Most business procedural processing at the operational level is devoted to the acquisition, editing, verification and validation of data. The redesign of these procedures are dependent in a large part upon a correct assessment of the firm's current and future data and information needs. These procedures are also dependent upon the filing system used and the format and layout of the files and records. In other words, part of each procedure is determined by the data and how it must be processed, and part of each procedure is determined by where the data is and how it must be retrieved and subsequently store after processing.

An individual business procedure is rarely of long duration between initiation and completion. The actual duration is dependent upon both the amount of data in the transaction initiator, the actions to be taken on the data contained in that initiator and the ease with which the procedure can retrieve the necessary reference, verification and validation data to support the procedure.

If the organization as a whole can be viewed as an entity, the transactions are the stimuli which cause it to react. The more complex the stimulus, the more complex the reaction, and the longer its effects are felt.

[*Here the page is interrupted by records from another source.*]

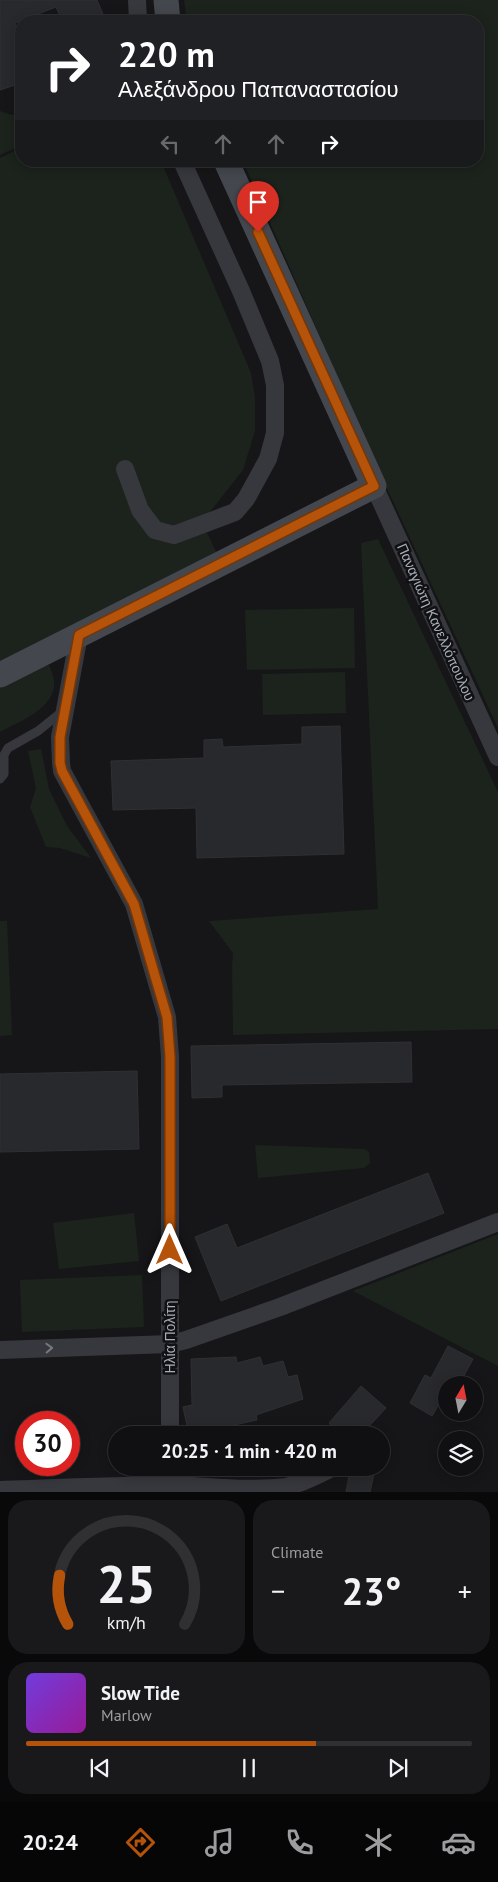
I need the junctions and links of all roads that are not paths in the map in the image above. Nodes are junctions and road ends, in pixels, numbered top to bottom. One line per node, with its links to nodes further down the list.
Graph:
1 (137, 0): 3 (street)
2 (166, 0): 4 (street)
3 (138, 15)
4 (167, 15)
5 (185, 167): 7 (street)
6 (229, 167): 8 (street)
7 (125, 469)
8 (374, 486): 9 (street); 12 (street, Παναγιώτη Κανελλόπουλου)
9 (79, 635): 10 (street); 11 (street, Ηλία Πολίτη)
10 (0, 675)
11 (65, 710): 13 (lane); 15 (street, Ηλία Πολίτη)
12 (498, 757)
13 (0, 779)
14 (498, 1222): 15 (street)
15 (170, 1344): 16 (street, one-way to 15); 17 (street, Ηλία Πολίτη)
16 (0, 1350)
17 (170, 1426)
18 (170, 1476): 20 (street)
19 (315, 1476): 20 (street)
20 (170, 1489): 21 (street)
21 (0, 1490)

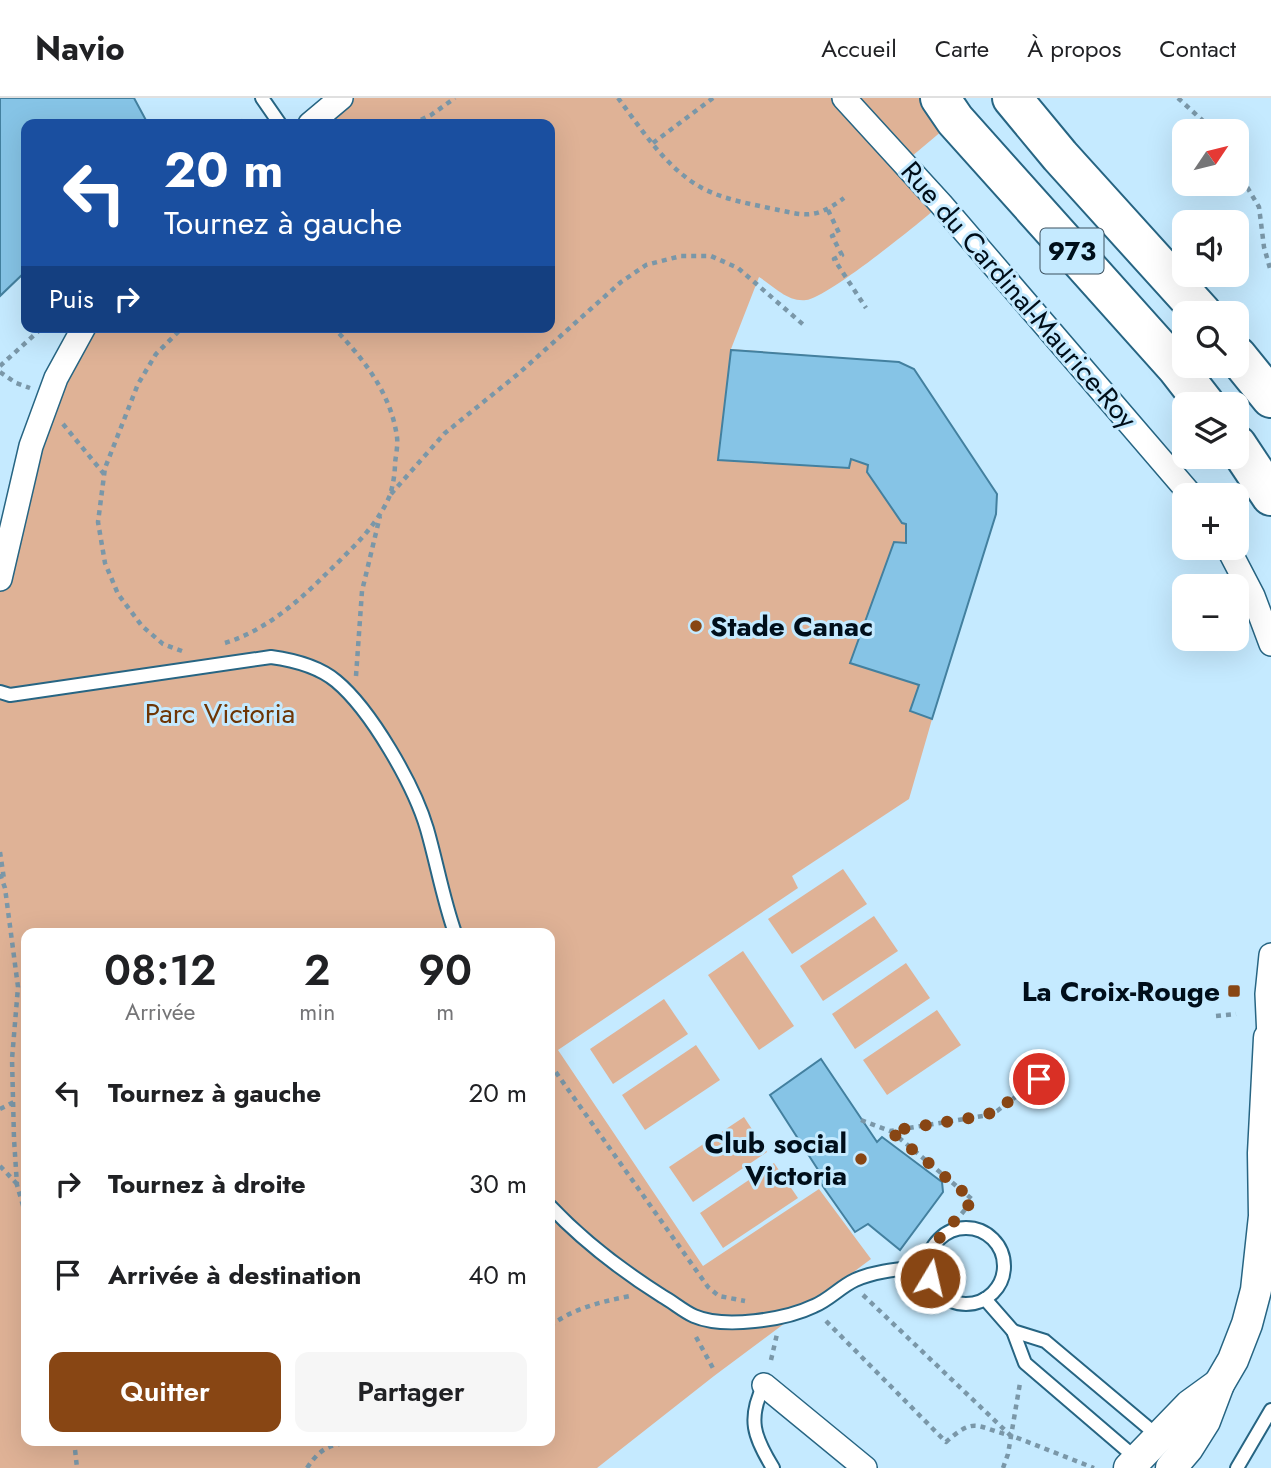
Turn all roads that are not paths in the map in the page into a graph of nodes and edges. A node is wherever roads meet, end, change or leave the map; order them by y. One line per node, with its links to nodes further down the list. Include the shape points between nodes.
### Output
1 (262, 98): 6 (lane)
2 (341, 98): 7 (street)
3 (844, 98): 14 (street, Rue du Cardinal-Maurice-Roy)
4 (1012, 98): 8 (highway, 973)
5 (941, 105): 11 (highway, 973)
6 (277, 119)
7 (316, 119)
8 (1191, 301)
9 (81, 333): 17 (street, via 56,378 31,446)
10 (1249, 370): 12 (highway)
11 (1196, 392)
12 (1271, 397)
13 (1249, 463): 15 (highway)
14 (1181, 483)
15 (1271, 496)
16 (1234, 560): 18 (street)
17 (0, 579)
18 (1271, 644)
19 (0, 692): 20 (lane, via 10,695 271,657 296,660 334,680 372,719 427,828)
20 (453, 928)
21 (1271, 955): 22 (street, via 1267,994)
22 (1270, 1038): 24 (street, via 1263,1153)
23 (555, 1211): 25 (lane, via 580,1238 654,1291 695,1316 718,1322 780,1317 815,1306 850,1283 878,1272)
24 (1268, 1220): 28 (street, via 1256,1290 1233,1360)
25 (928, 1266): 26 (lane, via 935,1288 952,1302); 26 (lane, via 935,1243 944,1235 955,1229 979,1230 998,1245 1003,1256 1001,1280)
26 (985, 1299): 27 (lane)
27 (1013, 1331): 31 (lane, via 1045,1341); 32 (lane, via 1025,1363)
28 (1219, 1384): 31 (street); 35 (street, via 1205,1421)
29 (764, 1385): 33 (lane, via 753,1414 754,1430); 34 (street)
30 (1271, 1409): 36 (lane)
31 (1158, 1437): 32 (street)
32 (1133, 1464)
33 (773, 1468)
34 (865, 1468)
35 (1171, 1468)
36 (1237, 1468)

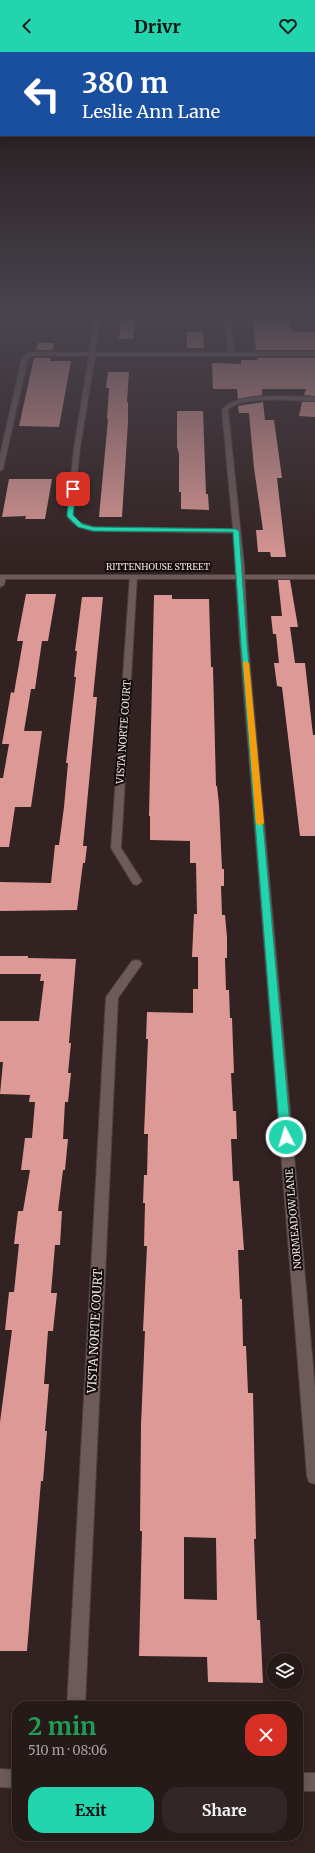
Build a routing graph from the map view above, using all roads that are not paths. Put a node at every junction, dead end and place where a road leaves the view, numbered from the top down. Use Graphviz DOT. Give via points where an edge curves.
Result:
graph roads {
  1 [pos="16,401"];
  2 [pos="85,401"];
  3 [pos="238,401"];
  4 [pos="0,469"];
  5 [pos="236,531"];
  6 [pos="1,577"];
  7 [pos="133,577"];
  8 [pos="240,577"];
  9 [pos="315,577"];
  10 [pos="0,585"];
  11 [pos="137,881"];
  12 [pos="136,964"];
  13 [pos="315,1476"];
  14 [pos="76,1701"];
  15 [pos="0,1778"];
  16 [pos="12,1779"];
  17 [pos="303,1782"];
  18 [pos="315,1782"];
  1 -- 4 [label="street"];
  2 -- 5 [label="street" via="70,516 80,526 93,529"];
  3 -- 5 [label="street, NORMEADOW LANE" via="224,410"];
  5 -- 8 [label="street, NORMEADOW LANE"];
  6 -- 7 [label="street, RITTENHOUSE STREET"];
  6 -- 10 [label="street"];
  7 -- 8 [label="street, RITTENHOUSE STREET"];
  7 -- 11 [label="street, VISTA NORTE COURT" via="116,848"];
  8 -- 9 [label="street, RITTENHOUSE STREET"];
  8 -- 13 [label="street, NORMEADOW LANE"];
  12 -- 14 [label="street, VISTA NORTE COURT" via="112,997"];
  15 -- 16 [label="street"];
  17 -- 18 [label="street"];
}
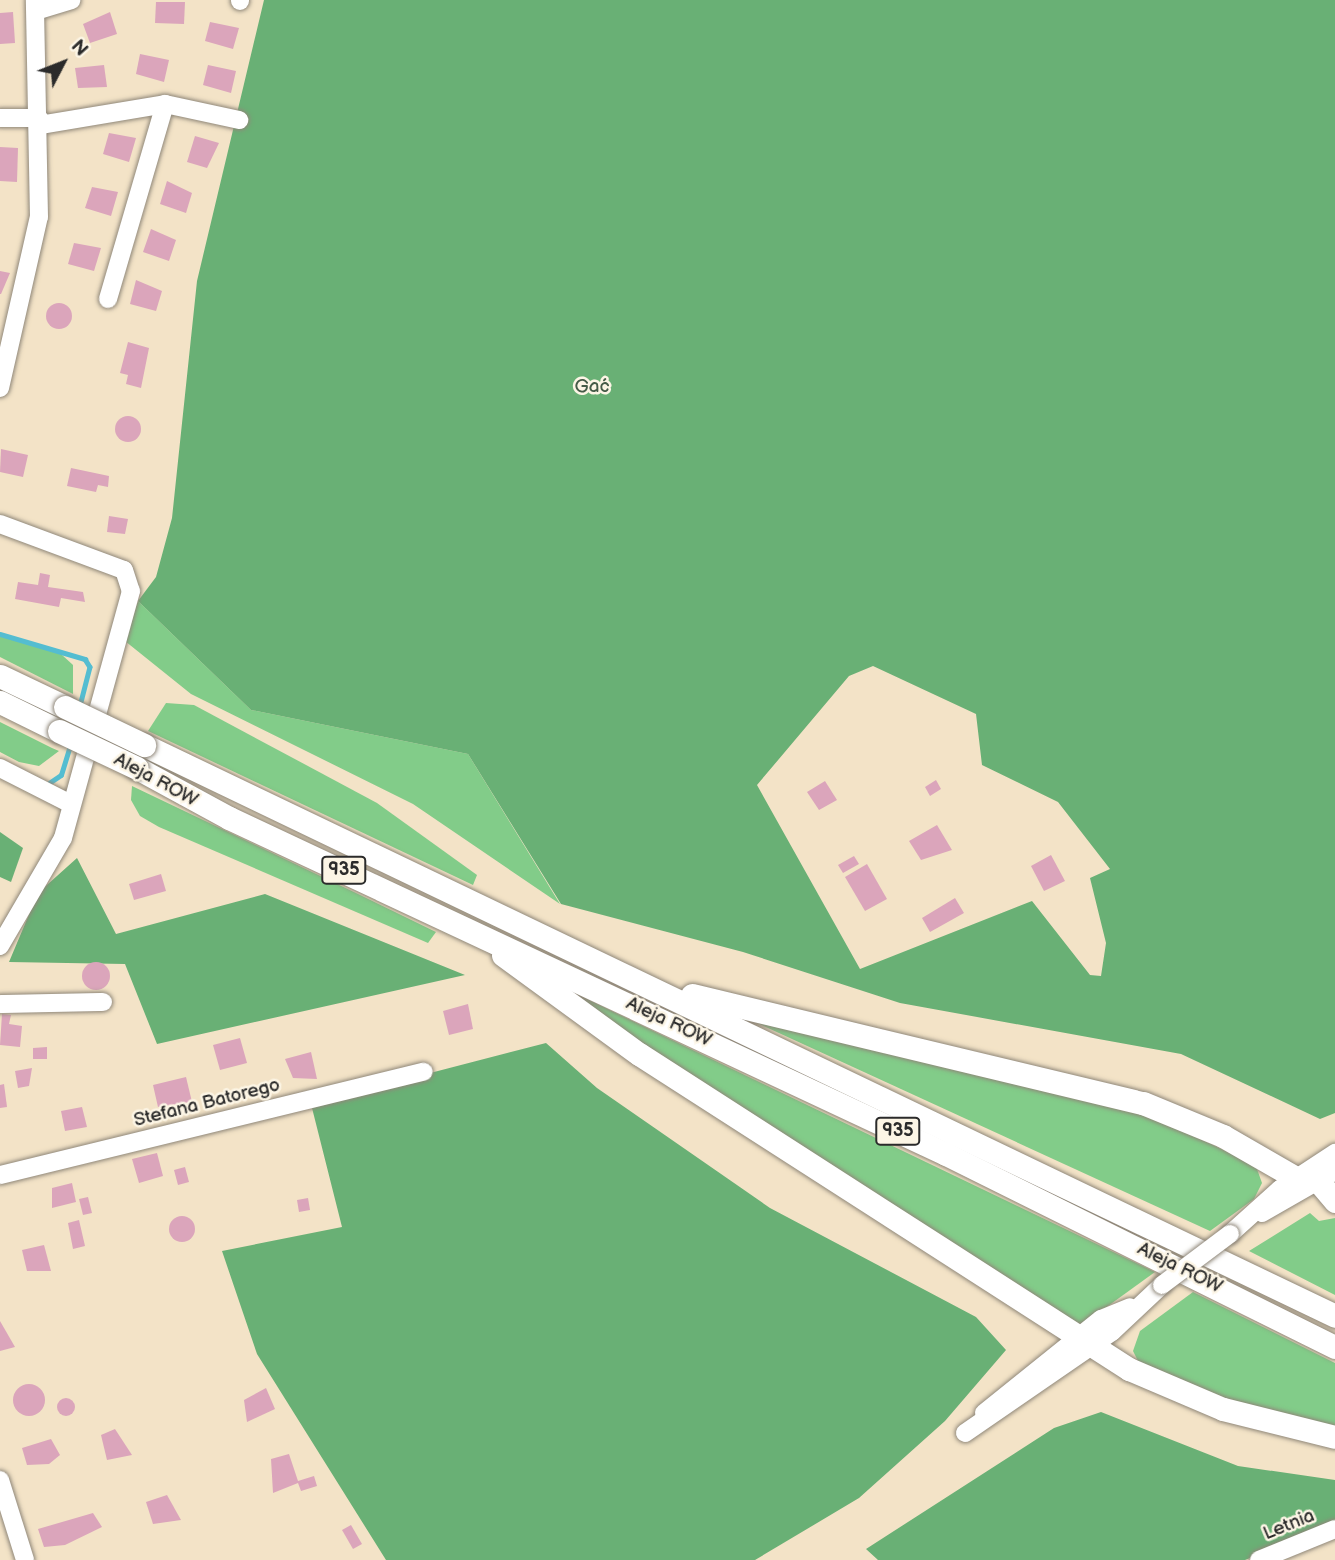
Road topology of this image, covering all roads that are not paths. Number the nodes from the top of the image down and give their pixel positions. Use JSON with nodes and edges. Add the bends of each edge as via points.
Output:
{"nodes":[{"id":1,"x":71,"y":0,"type":"edge"},
{"id":2,"x":36,"y":6,"type":"edge"},
{"id":3,"x":165,"y":104,"type":"junction"},
{"id":4,"x":0,"y":118,"type":"edge"},
{"id":5,"x":239,"y":120,"type":"dead end"},
{"id":6,"x":40,"y":121,"type":"junction"},
{"id":7,"x":108,"y":299,"type":"dead end"},
{"id":8,"x":0,"y":388,"type":"edge"},
{"id":9,"x":0,"y":524,"type":"edge"},
{"id":10,"x":0,"y":676,"type":"edge"},
{"id":11,"x":0,"y":702,"type":"edge"},
{"id":12,"x":0,"y":768,"type":"edge"},
{"id":13,"x":71,"y":804,"type":"junction"},
{"id":14,"x":458,"y":922,"type":"junction"},
{"id":15,"x":0,"y":946,"type":"edge"},
{"id":16,"x":652,"y":986,"type":"junction"},
{"id":17,"x":103,"y":1002,"type":"dead end"},
{"id":18,"x":0,"y":1004,"type":"edge"},
{"id":19,"x":424,"y":1072,"type":"dead end"},
{"id":20,"x":1335,"y":1153,"type":"edge"},
{"id":21,"x":0,"y":1175,"type":"edge"},
{"id":22,"x":1317,"y":1177,"type":"edge"},
{"id":23,"x":1335,"y":1200,"type":"edge"},
{"id":24,"x":1335,"y":1316,"type":"edge"},
{"id":25,"x":1084,"y":1342,"type":"junction"},
{"id":26,"x":1335,"y":1347,"type":"edge"},
{"id":27,"x":1335,"y":1437,"type":"edge"},
{"id":28,"x":0,"y":1480,"type":"edge"},
{"id":29,"x":1335,"y":1529,"type":"edge"},
{"id":30,"x":25,"y":1560,"type":"edge"},
{"id":31,"x":1259,"y":1560,"type":"edge"}],
"edges":[{"from":1,"to":2,"type":"street"},
{"from":2,"to":6,"type":"street"},
{"from":3,"to":5,"type":"street"},
{"from":3,"to":6,"type":"street"},
{"from":3,"to":7,"type":"street"},
{"from":4,"to":6,"type":"street"},
{"from":6,"to":8,"type":"street","via":[[39,217]]},
{"from":9,"to":13,"type":"street","via":[[78,548],[130,578]]},
{"from":10,"to":16,"type":"main road","name":"Aleja ROW","number":"935","bridge":true},
{"from":11,"to":14,"type":"main road","name":"Aleja ROW","number":"935","bridge":true,"via":[[229,818]]},
{"from":12,"to":13,"type":"street"},
{"from":13,"to":15,"type":"street","via":[[63,838]]},
{"from":14,"to":25,"type":"main road","via":[[639,1054]]},
{"from":14,"to":26,"type":"main road","name":"Aleja ROW","number":"935"},
{"from":16,"to":22,"type":"main road","via":[[1098,1089]]},
{"from":16,"to":24,"type":"main road","name":"Aleja ROW","number":"935"},
{"from":17,"to":18,"type":"street"},
{"from":19,"to":21,"type":"street","name":"Stefana Batorego"},
{"from":20,"to":22,"type":"street"},
{"from":22,"to":23,"type":"main road"},
{"from":22,"to":25,"type":"street","bridge":true,"via":[[1255,1216]]},
{"from":25,"to":25,"type":"street","via":[[1003,1393],[965,1433]]},
{"from":25,"to":27,"type":"main road","via":[[1175,1392]]},
{"from":28,"to":30,"type":"street"},
{"from":29,"to":31,"type":"street","name":"Letnia"}]}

If the organization can be viewed as an entity, then it must also be viewed as one with multiple levels of awareness and multilevel personalities (Figure 11-1). It has multiple levels of control, each successively lower level having a differing level of data requirement, and a different, and less extensive, view of the organization. Each operational unit being almost self-contained acts as a separate entity for most of its activities. Obviously the higher the level, the more interrelated or integrated the business functions become until, at the very top, it is viewed as one continuous flow.

Level of Organizational Data

The different levels of the organization also have their own data and information needs. At the strategic level, the requirements are informational, derived from past data events and outside activities. At the operational level they are data oriented, specific, and derived from current data events. While management flows downward in the organization, data flows largely upward. At the operational levels all work occurs as a result of:

  1. transaction orientation
  2. a response to the largely external entry of data from a data event, and/or the passage of a predetermined unit of time, or
  3. to the completion of some other internal activity which resulted in a change in the status of some activity or data entity.

It is the operational level which is the predominant recipient of data into the organization.

The managerial level controls, and organizes, not only the company actions based upon the organizational input, but also performs the supervisory activities aimed at ensuring its correct processing. It also monitors processing rates and quality. Managerial data is more fluid and limited, that level being more dependent upon information than data.

The various operational processing units interact, passing data from one to the other, in the process building files in support of the their individual procedural processing, the overall activity of the business, and the informational needs of management.

The data requirements of the operational level units, while extensive, rarely change since they are contingent upon fixed sources of input.

The operational units and their related managerial overseers are fixed in focus. Their horizons are limited to their own specific activities. Applications and systems aimed at these groups are, of necessity, also limited.

Framework design must begin at the highest corporate level possible to obtain the most complete scope of systems and data integration. It must start from the top and work its way progressively lower.

The data framework identifies and determines the data files (or families of entities) which are needed by all of the business units whose processes are incorporated into the system. These data files must satisfy the needs of all the contributing units. The framework must distinguish between the files which must be used in common and the files which will be used privately. It must establish the timeliness of the data, the security constraints, most importantly it must establish that the data as filed or stored will be used and usable by all operational units.

Because many of these units previously gathered the same date which will now be consolidated in the common files, the data model must resolve various competing needs. It must also establish and determine from among the competing units which ones will be given responsibility for each of the data items and which ones will ensure that the needed data is gathered, edited validated verified and filed, and which of the competing methods will be employed to do so. In some cases it will determine that new procedures must be developed which incorporate the processing needs of all of the areas.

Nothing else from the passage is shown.